### THE DATA
=== Section Start ===

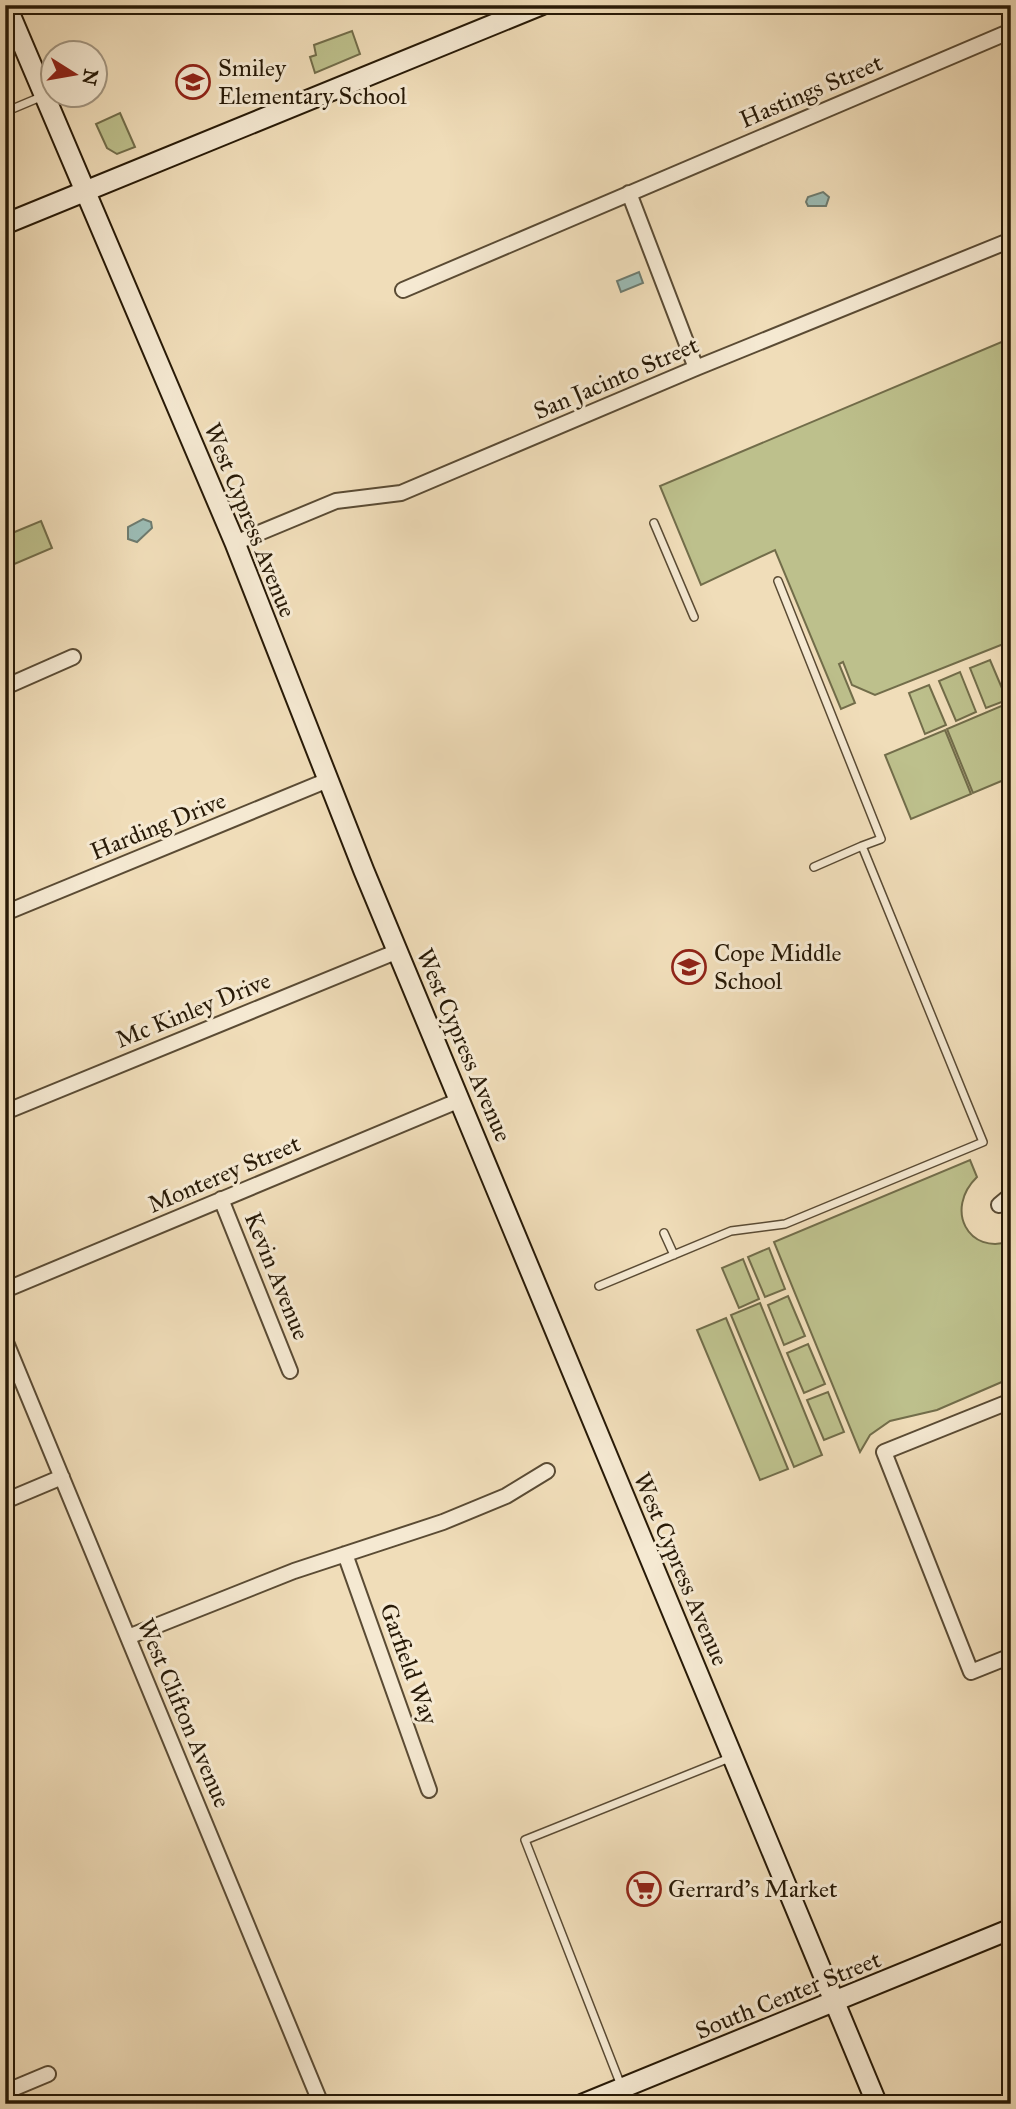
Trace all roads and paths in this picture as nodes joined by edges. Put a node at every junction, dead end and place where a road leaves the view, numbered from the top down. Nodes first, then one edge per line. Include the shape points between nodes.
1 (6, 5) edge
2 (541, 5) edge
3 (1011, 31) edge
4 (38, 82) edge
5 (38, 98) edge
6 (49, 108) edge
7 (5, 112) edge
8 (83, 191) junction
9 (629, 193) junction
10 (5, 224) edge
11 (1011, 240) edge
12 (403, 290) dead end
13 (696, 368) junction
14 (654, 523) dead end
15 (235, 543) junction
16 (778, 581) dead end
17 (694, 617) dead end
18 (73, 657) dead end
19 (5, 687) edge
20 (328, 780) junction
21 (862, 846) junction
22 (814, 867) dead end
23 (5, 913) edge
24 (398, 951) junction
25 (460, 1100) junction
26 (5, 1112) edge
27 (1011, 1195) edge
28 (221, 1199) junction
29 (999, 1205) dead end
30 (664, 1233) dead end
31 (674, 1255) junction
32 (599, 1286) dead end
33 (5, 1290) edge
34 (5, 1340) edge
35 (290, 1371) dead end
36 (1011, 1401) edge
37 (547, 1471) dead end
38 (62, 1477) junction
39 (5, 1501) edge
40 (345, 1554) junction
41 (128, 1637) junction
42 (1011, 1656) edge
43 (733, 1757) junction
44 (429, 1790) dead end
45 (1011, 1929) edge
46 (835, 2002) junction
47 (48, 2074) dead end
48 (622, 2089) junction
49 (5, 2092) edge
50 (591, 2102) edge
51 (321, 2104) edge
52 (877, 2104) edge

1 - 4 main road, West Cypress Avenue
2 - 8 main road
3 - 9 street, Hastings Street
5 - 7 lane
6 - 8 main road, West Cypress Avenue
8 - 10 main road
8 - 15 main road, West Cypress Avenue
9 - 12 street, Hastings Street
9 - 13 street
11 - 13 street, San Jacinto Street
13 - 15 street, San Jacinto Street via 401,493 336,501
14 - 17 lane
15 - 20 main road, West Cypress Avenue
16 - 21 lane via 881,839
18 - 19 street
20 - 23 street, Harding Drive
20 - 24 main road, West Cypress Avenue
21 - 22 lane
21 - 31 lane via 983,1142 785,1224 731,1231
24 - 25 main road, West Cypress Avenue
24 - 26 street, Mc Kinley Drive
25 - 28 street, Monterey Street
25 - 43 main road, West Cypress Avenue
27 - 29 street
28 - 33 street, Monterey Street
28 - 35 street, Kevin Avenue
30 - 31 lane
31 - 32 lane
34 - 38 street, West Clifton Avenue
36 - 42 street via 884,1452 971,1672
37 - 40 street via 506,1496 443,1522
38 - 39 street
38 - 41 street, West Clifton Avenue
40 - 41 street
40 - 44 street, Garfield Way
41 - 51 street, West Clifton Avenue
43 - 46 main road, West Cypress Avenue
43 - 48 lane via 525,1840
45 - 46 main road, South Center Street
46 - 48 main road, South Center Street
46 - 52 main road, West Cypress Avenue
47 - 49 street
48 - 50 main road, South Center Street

=== Section End ===

### EXERCISE PROMPT
For the material, state how many lines include the string "Hastings"; the answer is that number alone.

### REPLY TO THE EXERCISE
2